The Pamphlet Collection of Sir Robert Stout: Volume 38
The annual meeting of the Dumfries and Kirkcud bright District, No. 44, was held in the vestry of the Congregational Church, Irving-street, Dumfries, on Friday, February 14th, Bro J. Herron, D C R, in the chair. From the secretary's report, it appears that the number of Tents is six, and the total membership 305, being an increase of 53 during the year. The accounts showed a balance in favour of the funeral fund at the end of 1877 of £119 4s l ½d; an income during the year of £56 1s 10 ¼ d; and four deaths had occurred, entailing an expenditure of £40; leaving a balance in hand of £135 5s 11 ¾d. There are also four Juvenile Tents in connection with the District, with a membership of 138, being an increase of 12 during the year. There is at the credit of the juvenile funeral fund the sum of £27 19s 9 ¼d. After the revision of the District Bye-laws, the following office bearers were elected:—D C R, Bro Eraser, Dalbeattie; DDR, Bro Gourlay, Kirkcudbright; Secretary, Bro T. C. Farries, Dumfries; Treasurer, Bro F. Armstrong, Dalbeattie; PDCR, Bro. Herron, Dumfries; Auditors, Bros Brown and M'Kill. Bro Armstrong was appointed to represent the District at the Moveable Conference to be held in Manchester.
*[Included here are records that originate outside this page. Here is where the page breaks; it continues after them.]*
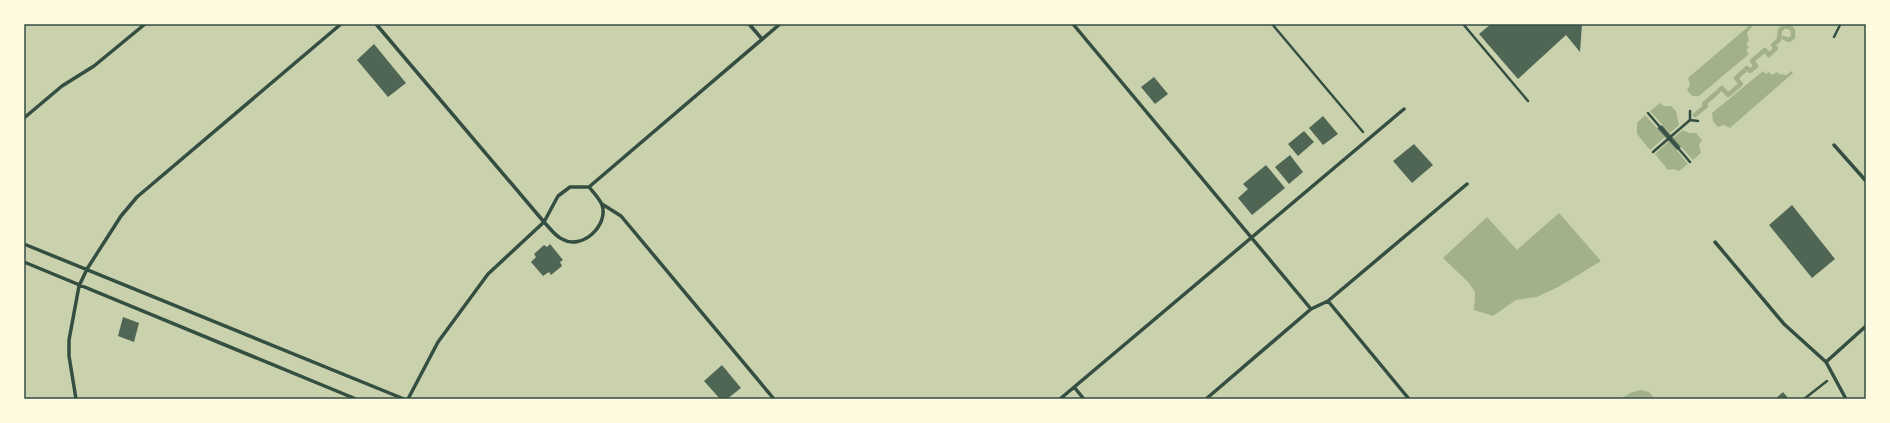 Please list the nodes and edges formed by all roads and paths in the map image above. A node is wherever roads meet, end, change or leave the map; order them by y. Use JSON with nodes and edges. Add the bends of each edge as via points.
{"nodes":[{"id":1,"x":145,"y":24,"type":"edge"},
{"id":2,"x":341,"y":24,"type":"edge"},
{"id":3,"x":376,"y":24,"type":"edge"},
{"id":4,"x":749,"y":24,"type":"edge"},
{"id":5,"x":780,"y":24,"type":"edge"},
{"id":6,"x":1073,"y":24,"type":"edge"},
{"id":7,"x":1272,"y":24,"type":"edge"},
{"id":8,"x":1463,"y":24,"type":"edge"},
{"id":9,"x":1840,"y":25,"type":"dead end"},
{"id":10,"x":1834,"y":37,"type":"dead end"},
{"id":11,"x":762,"y":39,"type":"junction"},
{"id":12,"x":1528,"y":101,"type":"dead end"},
{"id":13,"x":1404,"y":110,"type":"dead end"},
{"id":14,"x":1690,"y":111,"type":"dead end"},
{"id":15,"x":1648,"y":113,"type":"dead end"},
{"id":16,"x":24,"y":118,"type":"edge"},
{"id":17,"x":1690,"y":120,"type":"junction"},
{"id":18,"x":1698,"y":121,"type":"dead end"},
{"id":19,"x":1669,"y":138,"type":"junction"},
{"id":20,"x":1369,"y":139,"type":"junction"},
{"id":21,"x":1834,"y":145,"type":"dead end"},
{"id":22,"x":1653,"y":152,"type":"dead end"},
{"id":23,"x":1690,"y":162,"type":"dead end"},
{"id":24,"x":1866,"y":181,"type":"edge"},
{"id":25,"x":1467,"y":184,"type":"dead end"},
{"id":26,"x":589,"y":187,"type":"junction"},
{"id":27,"x":602,"y":204,"type":"junction"},
{"id":28,"x":544,"y":222,"type":"junction"},
{"id":29,"x":1252,"y":238,"type":"junction"},
{"id":30,"x":1715,"y":242,"type":"dead end"},
{"id":31,"x":24,"y":244,"type":"edge"},
{"id":32,"x":24,"y":262,"type":"edge"},
{"id":33,"x":87,"y":269,"type":"junction"},
{"id":34,"x":79,"y":286,"type":"junction"},
{"id":35,"x":1328,"y":301,"type":"junction"},
{"id":36,"x":1311,"y":309,"type":"junction"},
{"id":37,"x":1866,"y":326,"type":"edge"},
{"id":38,"x":1826,"y":362,"type":"junction"},
{"id":39,"x":1833,"y":376,"type":"junction"},
{"id":40,"x":1074,"y":387,"type":"junction"},
{"id":41,"x":76,"y":399,"type":"edge"},
{"id":42,"x":356,"y":399,"type":"edge"},
{"id":43,"x":404,"y":399,"type":"edge"},
{"id":44,"x":408,"y":399,"type":"edge"},
{"id":45,"x":774,"y":399,"type":"edge"},
{"id":46,"x":1060,"y":399,"type":"edge"},
{"id":47,"x":1084,"y":399,"type":"edge"},
{"id":48,"x":1206,"y":399,"type":"edge"},
{"id":49,"x":1409,"y":399,"type":"edge"},
{"id":50,"x":1804,"y":399,"type":"edge"},
{"id":51,"x":1846,"y":399,"type":"edge"}],
"edges":[{"from":1,"to":16,"type":"street"},
{"from":2,"to":33,"type":"street","via":[[137,197],[121,216]]},
{"from":3,"to":28,"type":"street"},
{"from":4,"to":11,"type":"street"},
{"from":5,"to":11,"type":"street"},
{"from":6,"to":29,"type":"street"},
{"from":7,"to":20,"type":"path"},
{"from":8,"to":12,"type":"path"},
{"from":9,"to":10,"type":"path"},
{"from":11,"to":26,"type":"street"},
{"from":13,"to":20,"type":"street"},
{"from":14,"to":17,"type":"path"},
{"from":15,"to":19,"type":"path"},
{"from":17,"to":18,"type":"path"},
{"from":17,"to":19,"type":"path"},
{"from":19,"to":22,"type":"path"},
{"from":19,"to":23,"type":"path"},
{"from":20,"to":29,"type":"street"},
{"from":21,"to":24,"type":"street"},
{"from":25,"to":35,"type":"street"},
{"from":26,"to":27,"type":"street"},
{"from":26,"to":28,"type":"street","via":[[570,187],[558,196]]},
{"from":27,"to":28,"type":"street","via":[[603,214],[596,231],[578,242],[562,240]]},
{"from":27,"to":45,"type":"street","via":[[621,216]]},
{"from":28,"to":44,"type":"street","via":[[488,274],[438,342]]},
{"from":29,"to":36,"type":"street"},
{"from":29,"to":40,"type":"street"},
{"from":30,"to":38,"type":"street","via":[[1784,324]]},
{"from":31,"to":33,"type":"street"},
{"from":32,"to":34,"type":"street"},
{"from":33,"to":34,"type":"street"},
{"from":33,"to":43,"type":"street"},
{"from":34,"to":41,"type":"street","via":[[69,340]]},
{"from":34,"to":42,"type":"street","via":[[288,369]]},
{"from":35,"to":36,"type":"street"},
{"from":35,"to":49,"type":"street"},
{"from":36,"to":48,"type":"street"},
{"from":37,"to":38,"type":"street"},
{"from":38,"to":39,"type":"street"},
{"from":39,"to":50,"type":"path"},
{"from":39,"to":51,"type":"street"},
{"from":40,"to":46,"type":"street"},
{"from":40,"to":47,"type":"street"}]} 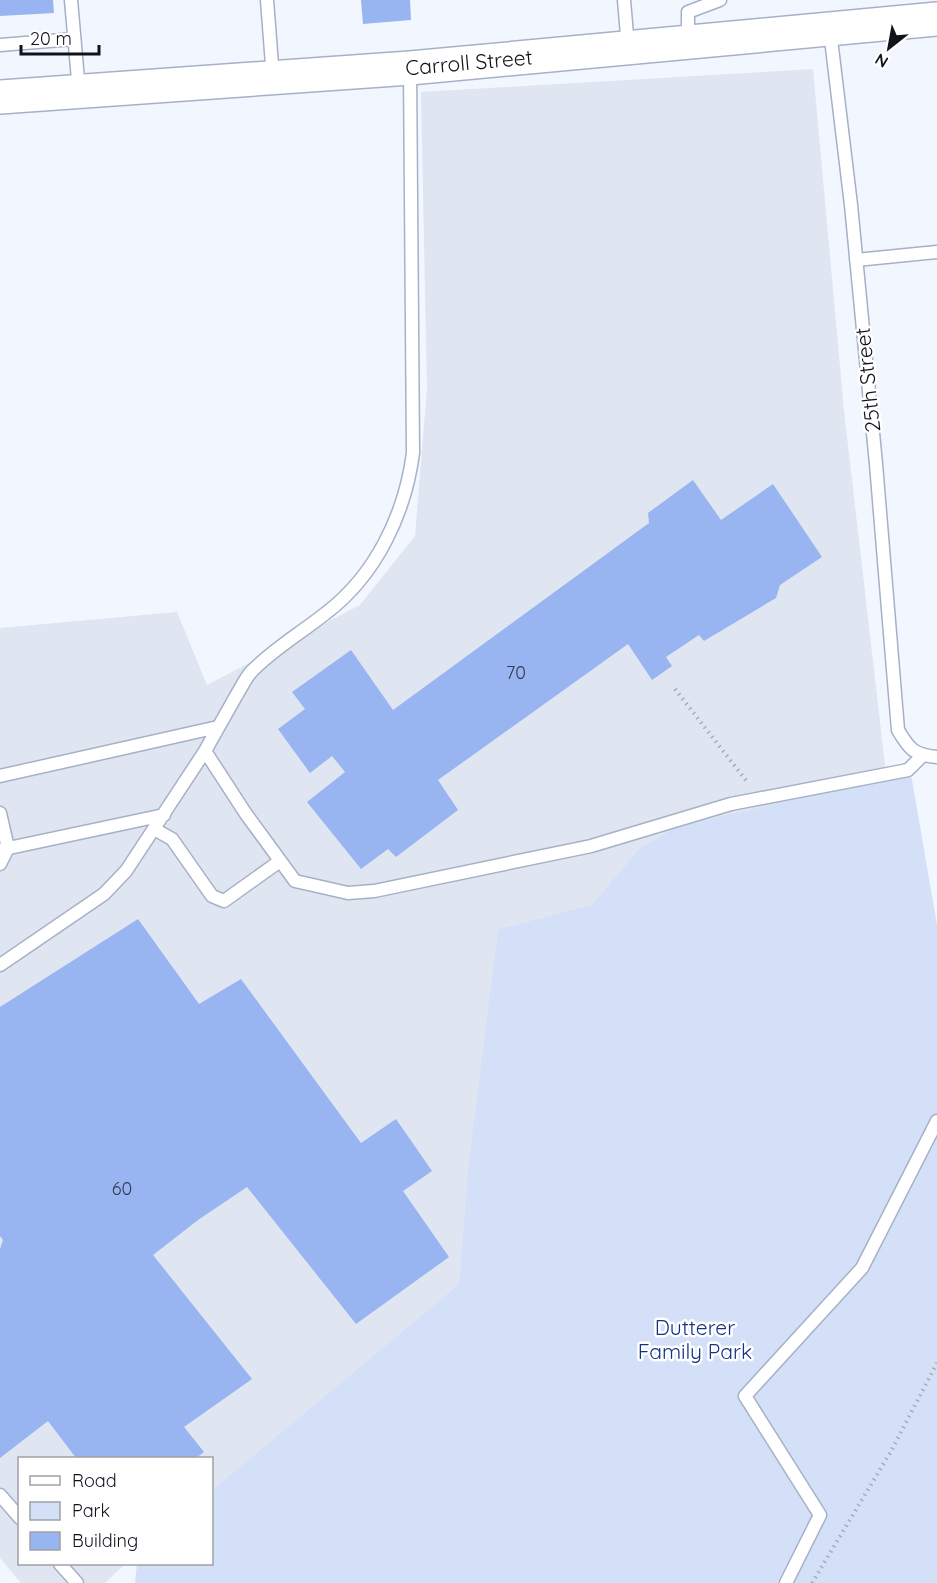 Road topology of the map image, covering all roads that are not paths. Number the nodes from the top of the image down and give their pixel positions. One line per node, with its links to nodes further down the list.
1 (71, 0): 8 (lane)
2 (267, 0): 12 (lane)
3 (624, 0): 10 (lane)
4 (720, 0): 5 (lane)
5 (688, 18): 7 (street, Carroll Street); 10 (street, Carroll Street)
6 (937, 19): 7 (street, Carroll Street)
7 (830, 31): 16 (lane, 25th Street)
8 (74, 39): 9 (lane); 13 (lane)
9 (0, 45)
10 (628, 49): 11 (street, Carroll Street)
11 (410, 68): 12 (street, Carroll Street); 17 (lane)
12 (273, 79): 13 (street, Carroll Street)
13 (79, 92): 14 (street, Carroll Street)
14 (0, 97)
15 (937, 252): 16 (lane)
16 (856, 260): 19 (lane, 25th Street)
17 (219, 727): 18 (lane); 21 (lane)
18 (205, 752): 23 (lane); 26 (lane)
19 (922, 756): 20 (lane); 26 (lane)
20 (937, 757)
21 (0, 777)
22 (0, 813): 25 (lane)
23 (164, 815): 24 (lane); 25 (lane)
24 (154, 829): 26 (lane); 28 (lane)
25 (4, 849): 27 (lane)
26 (280, 861)
27 (0, 864)
28 (0, 965)
29 (937, 1120): 34 (lane)
30 (0, 1495): 31 (lane)
31 (18, 1516)
32 (62, 1565): 33 (lane)
33 (77, 1583)
34 (786, 1583) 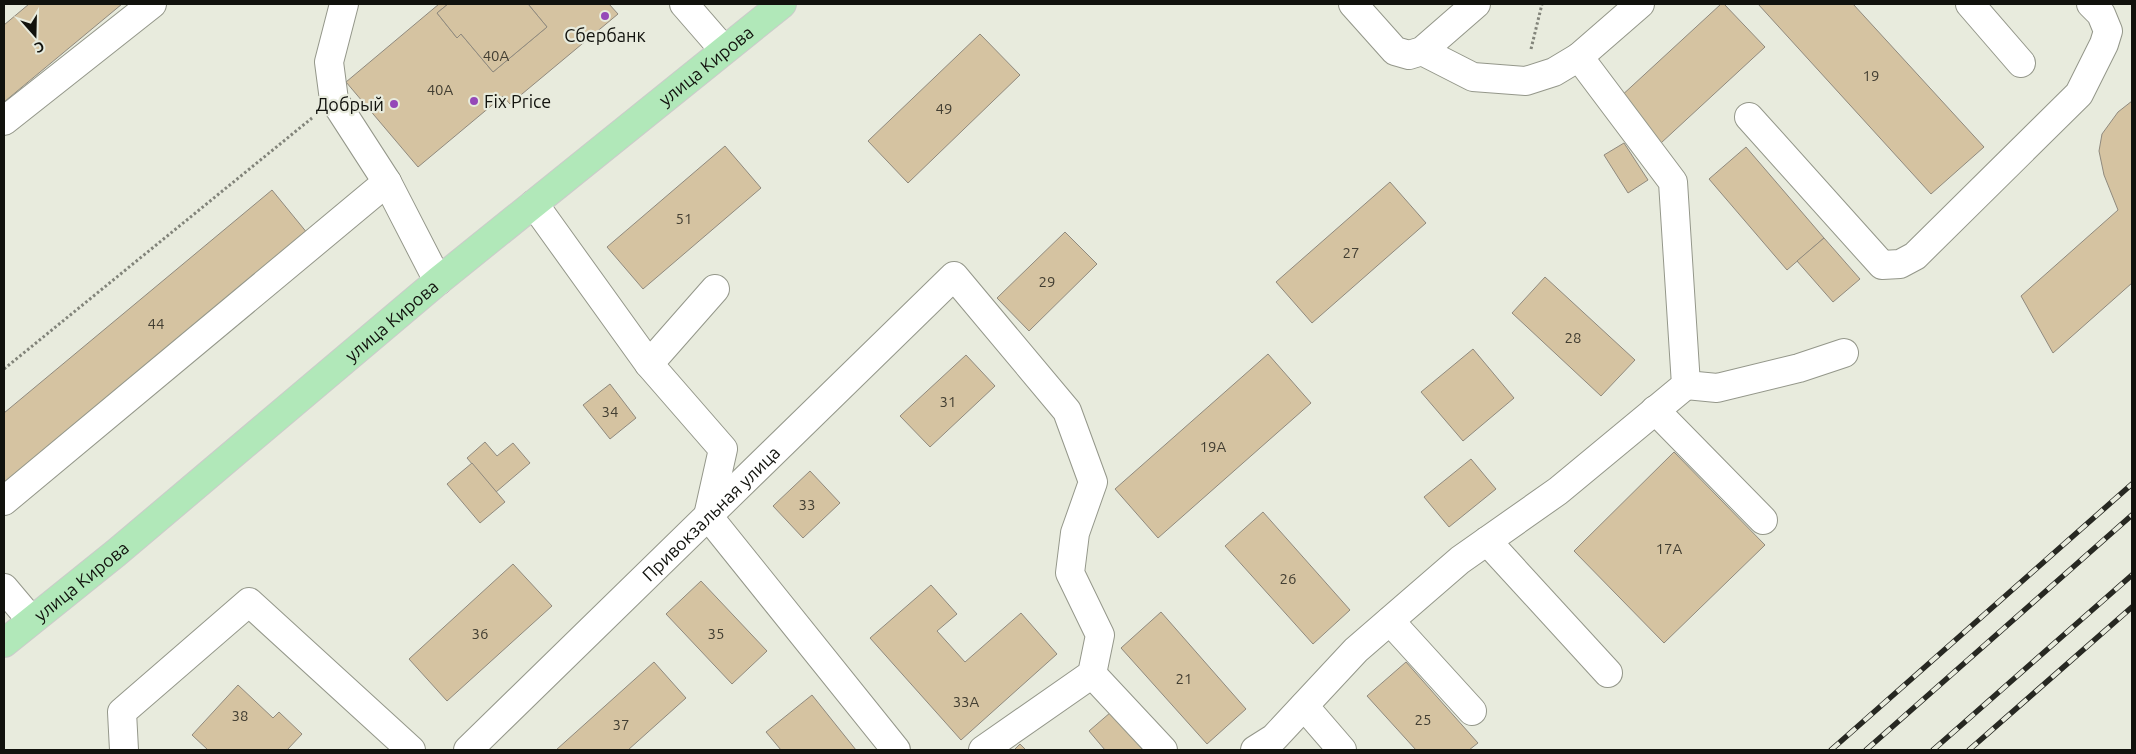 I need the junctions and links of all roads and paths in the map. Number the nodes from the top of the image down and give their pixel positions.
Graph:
1 (152, 4) edge
2 (344, 4) edge
3 (684, 4) edge
4 (782, 4) edge
5 (1352, 4) edge
6 (1476, 4) edge
7 (1542, 4) edge
8 (1640, 4) edge
9 (1970, 4) edge
10 (2091, 4) edge
11 (724, 50) junction
12 (1422, 51) junction
13 (1579, 57) junction
14 (2020, 63) dead end
15 (1526, 81) junction
16 (334, 100) junction
17 (1749, 117) dead end
18 (4, 121) edge
19 (387, 182) junction
20 (534, 204) junction
21 (438, 281) junction
22 (715, 289) dead end
23 (1844, 353) dead end
24 (649, 364) junction
25 (4, 369) edge
26 (1686, 384) junction
27 (1655, 410) junction
28 (4, 501) edge
29 (708, 516) junction
30 (1763, 520) dead end
31 (1487, 541) junction
32 (4, 588) edge
33 (31, 620) junction
34 (1390, 621) junction
35 (4, 643) edge
36 (1608, 673) dead end
37 (1092, 674) junction
38 (1304, 706) junction
39 (1472, 711) dead end
40 (124, 750) edge
41 (411, 750) edge
42 (468, 750) edge
43 (896, 750) edge
44 (983, 750) edge
45 (1163, 750) edge
46 (1255, 750) edge
47 (1342, 750) edge

1 - 18 street
2 - 16 street
3 - 11 street
4 - 11 main road, улица Кирова
5 - 12 street
6 - 12 street
7 - 15 path
8 - 13 street
9 - 14 street
10 - 17 street
11 - 20 main road, улица Кирова
12 - 15 street
13 - 15 street
13 - 26 street
16 - 19 street
16 - 25 path
19 - 21 street
19 - 28 street
20 - 21 main road, улица Кирова
20 - 24 street
21 - 33 main road, улица Кирова
22 - 24 street
23 - 26 street
24 - 29 street
26 - 27 street
27 - 30 street
27 - 31 street
29 - 37 street, Привокзальная улица
29 - 42 street, Привокзальная улица
29 - 43 street
31 - 34 street
31 - 36 street
32 - 33 street
33 - 35 main road, улица Кирова
34 - 38 street
34 - 39 street
37 - 44 street
37 - 45 street
38 - 46 street
38 - 47 street
40 - 41 street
Excelsior Tent.—The anniversary of the Excelsior Tent was celebrated the same evening by a soiree in the Irving-street Temperance Hall, at which Mr. C. Moore, C R, presided. The Tent, it was stated by Mr T. C. Farries, numbers scarcely 30 members; but it is financially in a most satisfactory position. It is the wealthiest in proportion to its membership of any in the District, having, in the course of three years, accumulated a capital of £58. There had only during these three years been some £5 or £6 paid on account of sickness among members—a proof at once that total abstinence promoted health, and that abstainers who wished to connect themselves with a provident society were more likely to get the full value of their money by joining one founded on abstinence principles, and which was consequently not burdened with the increased sickness which had been proved to exist among non-abstainers. There had not been a single member on the sick-list during the whole of this severe winter. Excellent addresses were delivered by Mr Southcot, Rev F. Binns, and Mr Rodger. The last named gentleman spoke specially of the Rechabite Order, of which he highly approved, as not simply a temperance society, but one which supplied what had long been a want in connection with the temperance movement. It did not only seek to make them sober men, but it educated its members in provident habits, and helped to preserve that independent spirit which we were in danger of losing in these days. Songs were contributed during the evening by Messrs John Muir, J. Gibson, J. M. M'Millan, R. Kerr, and T. Stobo.
Abstainers' Right Tent,—The sixth anniversary of the above Tent was celebrated by a soiree on the evening of Friday, 31st January, 1879, when 170 persons sat down to tea. Provost Shortridge presided. He was accompanied on the platform by Bros. Dr. page 62 M'Culloch (honorary consulting physician of the Tent), Dr. John Cunningham (Tent Surgeon), Rev. J. Strachan, Bros. J. Glover, James Houston and J. H. Brown. The Chairman expressed his cordial sympathy with the objects of the Society. Bro J. H. Brown, secretary of the Tent, read the sixth annual report, which stated that notwithstanding that our Tent has been little over five years in existence, and though the claims on our sick fund have been many, there is still a considerable balance to the credit of this fund, viz., £58. Our membership at the beginning of 1878 was 100; at 31st Dec. it was 113, being an increase of thirteen during the year. He also read a short report regarding the Cunningham Juvenile Tent. Dr M'Culloch, Dr John Cunningham, and Rev Mr Strachan also addressed the meeting, urging the members to take greater interest in the Juvenile Tent and try to keep up its meetings regularly. Songs were given in the course of the evening by Mr Beattie, Miss Smith, and Mr S Smith, a reading by Mr Robertson, and a recitation by Mr Wilson.